__RECORDS SHOWN__
• • • •
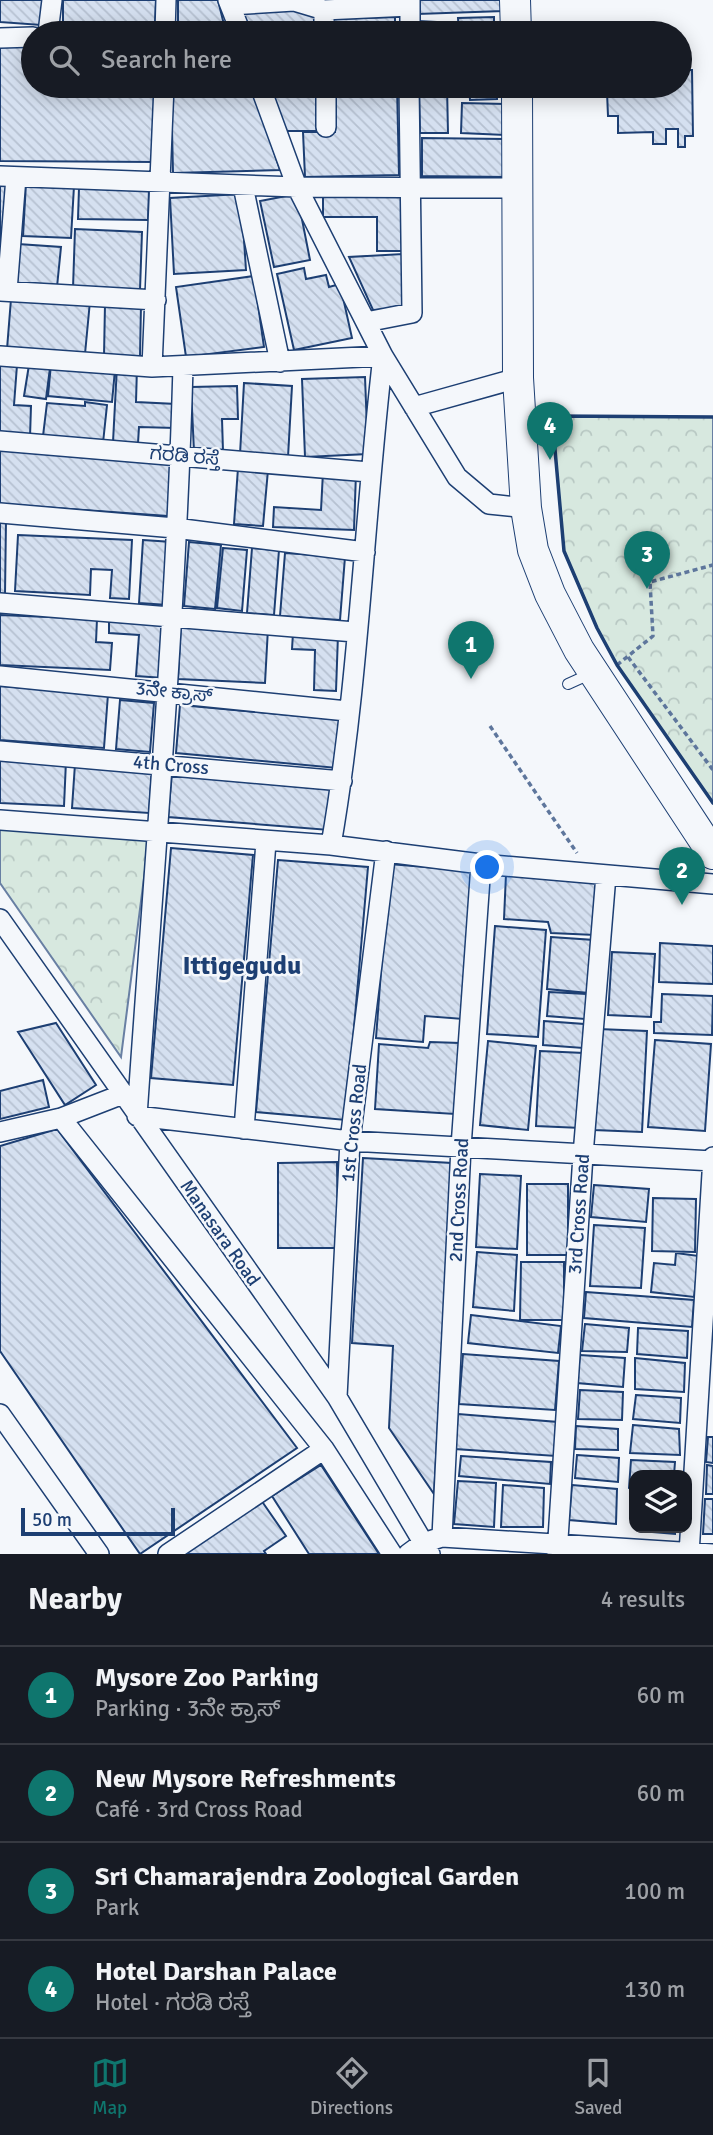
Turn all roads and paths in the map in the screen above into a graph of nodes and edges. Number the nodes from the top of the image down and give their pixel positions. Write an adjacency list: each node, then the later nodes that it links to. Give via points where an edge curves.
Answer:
1 (52, 0): 8 (street)
2 (166, 0): 9 (street)
3 (294, 0): 5 (street); 7 (street)
4 (515, 0): 13 (main road)
5 (229, 3): 10 (street)
6 (410, 3): 7 (street); 12 (street)
7 (324, 9): 11 (street)
8 (49, 21)
9 (165, 21)
10 (236, 21)
11 (324, 21)
12 (410, 21)
13 (516, 21)
14 (21, 37): 15 (street)
15 (0, 38)
16 (164, 98): 23 (street)
17 (264, 98): 25 (street)
18 (326, 98): 21 (street)
19 (409, 98): 26 (street)
20 (517, 98): 27 (main road)
21 (327, 127)
22 (8, 176): 23 (street); 28 (street)
23 (162, 183): 24 (street); 29 (street)
24 (243, 186): 25 (street); 33 (street)
25 (297, 187): 26 (street); 30 (street)
26 (408, 188): 27 (street); 30 (street, via 412,313)
27 (519, 188): 36 (main road)
28 (4, 291): 29 (street)
29 (156, 300): 34 (street)
30 (366, 322): 32 (street)
31 (0, 356): 34 (street)
32 (383, 356): 33 (street); 37 (street); 40 (street)
33 (280, 362): 35 (street)
34 (152, 367): 35 (street)
35 (183, 367): 39 (street)
36 (518, 378): 37 (street); 41 (main road)
37 (414, 407): 41 (street, via 457,477 489,504)
38 (0, 441): 39 (street, ಗರಡಿ ರಸ್ತೆ)
39 (181, 456): 40 (street, ಗರಡಿ ರಸ್ತೆ); 43 (street)
40 (369, 471): 44 (street)
41 (526, 509): 51 (main road, via 533,550)
42 (0, 513): 43 (street)
43 (175, 528): 44 (street); 47 (street)
44 (365, 552): 48 (street)
45 (713, 565): 49 (path, via 650,582 653,636)
46 (0, 603): 47 (street)
47 (174, 618): 48 (street); 52 (street)
48 (355, 632): 53 (street)
49 (628, 657): 51 (path); 57 (path)
50 (0, 676): 52 (street, 3ನೆೇ ಕ್ರಾಸ್)
51 (586, 678): 64 (main road)
52 (167, 691): 53 (street, 3ನೆೇ ಕ್ರಾಸ್); 56 (street)
53 (347, 710): 58 (street)
54 (491, 726): 66 (path, via 577,852)
55 (0, 751): 56 (street, 4th Cross)
56 (160, 763): 58 (street, 4th Cross); 60 (street)
57 (713, 770)
58 (342, 781): 62 (street)
59 (0, 820): 60 (street)
60 (156, 831): 61 (street); 71 (street)
61 (266, 842): 62 (street); 73 (street)
62 (331, 845): 63 (street)
63 (386, 851): 65 (street); 75 (street, 1st Cross Road)
64 (713, 854)
65 (481, 864): 66 (street); 76 (street, 2nd Cross Road)
66 (578, 873): 67 (street)
67 (606, 875): 68 (street); 77 (street, 3rd Cross Road)
68 (713, 884)
69 (0, 919): 70 (street, Manasara Road)
70 (123, 1094): 71 (street, Manasara Road); 72 (street)
71 (137, 1116): 73 (street); 79 (street, Manasara Road)
72 (61, 1118): 74 (street); 81 (street)
73 (244, 1129): 75 (street)
74 (0, 1132)
75 (350, 1141): 76 (street); 79 (street, 1st Cross Road)
76 (461, 1147): 77 (street); 82 (street, 2nd Cross Road)
77 (583, 1155): 78 (street); 83 (street, 3rd Cross Road)
78 (713, 1159): 84 (street)
79 (337, 1396): 82 (street, Manasara Road)
80 (0, 1414): 85 (street)
81 (324, 1449): 86 (street); 87 (street)
82 (426, 1547): 83 (street)
83 (557, 1550): 84 (street)
84 (689, 1553): 88 (street)
85 (99, 1554)
86 (168, 1554)
87 (392, 1554)
88 (713, 1554)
• • • •
Write out every line from the entries where "main" appears.

4 (515, 0): 13 (main road)
20 (517, 98): 27 (main road)
27 (519, 188): 36 (main road)
36 (518, 378): 37 (street); 41 (main road)
41 (526, 509): 51 (main road, via 533,550)
51 (586, 678): 64 (main road)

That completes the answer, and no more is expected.